The function below has been given to you. However, you are highly encouraged to read through it and make sure that you understand what it is doing each step of the way. An excellent way to do this is to copy and paste the code inside the function into a new cell, comment out all the lines of code and line by line, uncomment the code and see the output.

In [None]:
def get_topic_ids_for_docs(lda_model, corpus):
    
    """
    Passes a Bag-of-Words vector into a trained LDA model to get the topic id of that document. 
    
    Parameters
    ----------
    lda_model: Gensim object
        Must be a trained model 
        
    corpus: nested lists of tuples, 
        i.e. [[(),(), ..., ()], [(),(), ..., ()], ..., [(),(), ..., ()]]
        
    Returns
    -------
    topic_id_list: list
        Contains topic ids for all document vectors in corpus 
    """
    
    # store topic ids for each document
    doc_topic_ids = []

    # iterature through the bow vectors for each doc
    for doc_bow in corpus:
        
        # store the topic ids for the doc
        topic_ids = []
        # store the topic probabilities for the doc
        topic_probs = []

        # list of tuples
        # each tuple has a topic id and the prob that the doc belongs to that topic 
        topic_id_prob_tuples = lda_trained_model.get_document_topics(doc_bow)
        
        # iterate through the topic id/prob pairs 
        for topic_id_prob in topic_id_prob_tuples:
            
            # index for topic id
            topic_id = topic_id_prob[0]
            # index for prob that doc belongs that the corresponding topic
            topic_prob = topic_id_prob[1]

            # store all topic ids for doc
            topic_ids.append(topic_id)
            # store all topic probs for doc
            topic_probs.append(topic_prob)

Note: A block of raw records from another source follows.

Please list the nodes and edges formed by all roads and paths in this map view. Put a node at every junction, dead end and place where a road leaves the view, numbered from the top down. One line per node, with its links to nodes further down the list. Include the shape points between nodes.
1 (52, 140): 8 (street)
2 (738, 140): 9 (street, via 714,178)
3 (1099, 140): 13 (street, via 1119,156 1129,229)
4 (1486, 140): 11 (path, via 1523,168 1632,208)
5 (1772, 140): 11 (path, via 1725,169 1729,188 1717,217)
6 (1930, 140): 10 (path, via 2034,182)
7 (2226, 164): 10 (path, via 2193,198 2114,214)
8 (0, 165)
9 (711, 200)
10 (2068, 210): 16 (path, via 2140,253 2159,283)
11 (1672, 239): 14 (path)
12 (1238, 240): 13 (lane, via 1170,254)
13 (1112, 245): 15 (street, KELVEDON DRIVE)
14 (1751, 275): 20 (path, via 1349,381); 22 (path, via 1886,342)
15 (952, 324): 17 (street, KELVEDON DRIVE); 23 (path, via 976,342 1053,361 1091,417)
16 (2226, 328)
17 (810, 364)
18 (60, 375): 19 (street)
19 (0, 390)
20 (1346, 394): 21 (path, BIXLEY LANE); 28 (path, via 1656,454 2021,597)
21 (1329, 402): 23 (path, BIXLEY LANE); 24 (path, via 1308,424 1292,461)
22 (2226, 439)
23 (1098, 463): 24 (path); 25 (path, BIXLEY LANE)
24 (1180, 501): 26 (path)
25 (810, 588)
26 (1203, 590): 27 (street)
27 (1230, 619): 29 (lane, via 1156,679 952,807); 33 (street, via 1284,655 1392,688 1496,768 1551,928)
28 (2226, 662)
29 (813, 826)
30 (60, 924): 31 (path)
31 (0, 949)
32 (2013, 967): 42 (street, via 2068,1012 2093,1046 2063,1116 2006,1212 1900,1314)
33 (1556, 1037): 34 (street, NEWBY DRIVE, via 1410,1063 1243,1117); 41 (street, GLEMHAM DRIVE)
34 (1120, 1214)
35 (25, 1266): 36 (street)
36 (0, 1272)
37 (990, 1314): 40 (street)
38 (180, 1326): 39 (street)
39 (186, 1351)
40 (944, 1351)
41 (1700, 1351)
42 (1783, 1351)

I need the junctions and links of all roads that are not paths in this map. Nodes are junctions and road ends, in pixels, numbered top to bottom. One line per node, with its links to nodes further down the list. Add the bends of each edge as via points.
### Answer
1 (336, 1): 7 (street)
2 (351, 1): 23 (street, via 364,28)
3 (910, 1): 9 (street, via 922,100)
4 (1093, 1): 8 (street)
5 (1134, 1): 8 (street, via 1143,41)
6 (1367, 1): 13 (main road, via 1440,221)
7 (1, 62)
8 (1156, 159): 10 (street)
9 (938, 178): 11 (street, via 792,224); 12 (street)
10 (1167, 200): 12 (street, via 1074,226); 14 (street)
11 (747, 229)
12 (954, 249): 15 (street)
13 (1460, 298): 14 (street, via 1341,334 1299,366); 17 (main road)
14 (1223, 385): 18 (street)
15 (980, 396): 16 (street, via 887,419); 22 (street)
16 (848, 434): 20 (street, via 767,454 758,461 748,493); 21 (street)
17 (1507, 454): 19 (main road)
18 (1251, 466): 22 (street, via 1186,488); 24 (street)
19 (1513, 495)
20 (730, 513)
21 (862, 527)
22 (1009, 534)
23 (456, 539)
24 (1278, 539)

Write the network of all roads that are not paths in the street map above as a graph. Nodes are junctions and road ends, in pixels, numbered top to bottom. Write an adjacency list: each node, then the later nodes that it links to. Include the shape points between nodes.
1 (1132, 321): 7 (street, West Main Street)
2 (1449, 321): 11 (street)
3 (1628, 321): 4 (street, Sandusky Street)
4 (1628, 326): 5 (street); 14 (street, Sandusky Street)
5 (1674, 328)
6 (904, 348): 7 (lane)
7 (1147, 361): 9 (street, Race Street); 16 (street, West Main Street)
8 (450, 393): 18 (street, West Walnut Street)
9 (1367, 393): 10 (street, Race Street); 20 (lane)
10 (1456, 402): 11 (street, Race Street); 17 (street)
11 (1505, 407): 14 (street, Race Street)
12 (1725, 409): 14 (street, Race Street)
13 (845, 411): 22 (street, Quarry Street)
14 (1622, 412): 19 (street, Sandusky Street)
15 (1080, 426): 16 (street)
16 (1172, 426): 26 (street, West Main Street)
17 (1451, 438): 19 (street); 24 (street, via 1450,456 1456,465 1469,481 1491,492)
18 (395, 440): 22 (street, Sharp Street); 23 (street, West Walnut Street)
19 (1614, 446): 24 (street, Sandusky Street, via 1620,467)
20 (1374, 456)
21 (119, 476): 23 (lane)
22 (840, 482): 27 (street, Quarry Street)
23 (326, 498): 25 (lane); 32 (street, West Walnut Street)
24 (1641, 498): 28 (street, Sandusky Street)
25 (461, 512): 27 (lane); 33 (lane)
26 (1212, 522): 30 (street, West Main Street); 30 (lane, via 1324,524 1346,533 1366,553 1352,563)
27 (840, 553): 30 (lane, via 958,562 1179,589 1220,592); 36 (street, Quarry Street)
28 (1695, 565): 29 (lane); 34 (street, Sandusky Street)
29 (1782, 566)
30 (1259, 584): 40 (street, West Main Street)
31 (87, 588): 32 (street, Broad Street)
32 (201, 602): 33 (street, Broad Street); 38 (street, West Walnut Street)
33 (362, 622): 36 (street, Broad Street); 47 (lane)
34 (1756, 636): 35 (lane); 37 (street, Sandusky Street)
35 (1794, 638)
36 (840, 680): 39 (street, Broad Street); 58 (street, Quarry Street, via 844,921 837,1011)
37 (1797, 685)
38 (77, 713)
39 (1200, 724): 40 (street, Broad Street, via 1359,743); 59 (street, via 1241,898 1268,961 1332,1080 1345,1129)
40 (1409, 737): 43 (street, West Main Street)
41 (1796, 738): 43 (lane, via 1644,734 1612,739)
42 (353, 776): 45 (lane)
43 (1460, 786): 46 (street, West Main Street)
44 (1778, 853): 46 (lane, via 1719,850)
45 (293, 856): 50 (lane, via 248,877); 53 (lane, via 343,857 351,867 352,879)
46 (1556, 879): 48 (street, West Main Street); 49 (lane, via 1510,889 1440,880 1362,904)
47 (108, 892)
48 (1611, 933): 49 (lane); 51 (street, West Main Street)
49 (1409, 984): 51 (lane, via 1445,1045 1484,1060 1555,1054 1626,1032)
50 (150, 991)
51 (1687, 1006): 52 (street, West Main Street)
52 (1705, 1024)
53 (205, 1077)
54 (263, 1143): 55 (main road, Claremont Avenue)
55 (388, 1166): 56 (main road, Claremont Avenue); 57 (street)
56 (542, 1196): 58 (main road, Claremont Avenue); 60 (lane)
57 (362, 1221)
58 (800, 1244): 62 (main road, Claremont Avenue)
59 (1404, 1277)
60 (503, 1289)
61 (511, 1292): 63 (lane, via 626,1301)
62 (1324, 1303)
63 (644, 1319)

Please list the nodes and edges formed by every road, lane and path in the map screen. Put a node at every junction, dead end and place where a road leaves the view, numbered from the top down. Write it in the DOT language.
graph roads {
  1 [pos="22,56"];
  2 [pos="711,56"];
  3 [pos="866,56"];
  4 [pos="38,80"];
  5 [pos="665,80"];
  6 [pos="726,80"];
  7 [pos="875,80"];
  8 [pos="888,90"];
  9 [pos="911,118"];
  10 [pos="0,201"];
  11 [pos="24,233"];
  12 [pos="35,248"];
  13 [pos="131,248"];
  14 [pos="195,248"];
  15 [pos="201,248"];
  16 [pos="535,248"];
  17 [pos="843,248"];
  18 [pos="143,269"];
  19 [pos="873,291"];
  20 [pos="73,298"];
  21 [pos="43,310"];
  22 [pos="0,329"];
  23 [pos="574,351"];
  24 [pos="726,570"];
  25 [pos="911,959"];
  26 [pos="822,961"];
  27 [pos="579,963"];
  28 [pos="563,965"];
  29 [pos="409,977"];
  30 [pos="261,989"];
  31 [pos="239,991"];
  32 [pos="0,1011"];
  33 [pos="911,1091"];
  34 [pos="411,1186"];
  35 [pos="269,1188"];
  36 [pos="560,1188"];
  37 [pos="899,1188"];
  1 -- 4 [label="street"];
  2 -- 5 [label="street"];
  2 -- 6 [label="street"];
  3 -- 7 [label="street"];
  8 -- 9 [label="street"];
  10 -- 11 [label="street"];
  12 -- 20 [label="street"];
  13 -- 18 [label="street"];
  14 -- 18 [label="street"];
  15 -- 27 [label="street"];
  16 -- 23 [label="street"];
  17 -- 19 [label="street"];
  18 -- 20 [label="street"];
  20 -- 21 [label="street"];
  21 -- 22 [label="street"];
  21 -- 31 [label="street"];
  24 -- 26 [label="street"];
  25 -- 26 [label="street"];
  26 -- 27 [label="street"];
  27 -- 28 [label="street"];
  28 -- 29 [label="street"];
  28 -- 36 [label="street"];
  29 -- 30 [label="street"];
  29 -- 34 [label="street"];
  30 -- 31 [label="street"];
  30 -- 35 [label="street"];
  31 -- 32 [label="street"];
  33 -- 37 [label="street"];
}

        # get index for largest prob score
        max_topic_prob_ind = np.argmax(topic_probs)
        # get corresponding topic id
        max_prob_topic_id = topic_ids[max_topic_prob_ind]
        # store topic id that had the highest prob for doc being a memebr of that topic
        doc_topic_ids.append(max_prob_topic_id)
        
    return doc_topic_ids

In [None]:
# get the topic id for each doc in the corpus 
topic_id_list = get_topic_ids_for_docs(lda_trained_model, corpus)

# creat a feature for document's topic id
df["topic_id"] = topic_id_list

# iterate through the topic id and use the lookup table to assign each document with a topic name
df["new_topic_name"] = df["topic_id"].apply(lambda topic_id: topic_name_dict[topic_id])

In [None]:
# cool! so now all of our documents have topic ids and names 
df.head()

In [None]:
# you can mask for all Space articles 
science_mask = df.topic_id == 3
df[science_mask]

-----

## Where Do We Go From Here?

What exactly did we accomplish?

Outside of this guided project (i.e., in your job), you may or may not have access to existing article topic names like we did with this data set, which means that we won't always have a point of reference to "check our answers." So let's explore two possible situations in which you might find yourself using this Unsupervised Learning Topic Model. 

### 1. You have access to existing document topic labels

In this case, why would we bother with Topic Modeling? It could be the case that the current topic labels are not helpful for whatever task you're working on. For instance, our email dataset here has topic names; however, those topic labels are hierarchical, which doesn't suit your needs for some reason. So one option is to generate new labels that suit your needs (like we did here). 

### 2. Your corpus doesn't have any document topic labels

In this case, you don't have any pre-existing topic labels. Maybe you work at Indeed or LinkedIn or Google, and your job is to bring some structure to a huge collection of emails and messages that aren't labeled in any meaningful way, so it isn't easy to sort through these documents. This is a perfect use case of Topic Modeling. After you apply topic modeling, you’ll have organized your emails into broad categories. You can start structuring and then analyze your corpus and maybe even build a supervised learning model to predict the document's topic!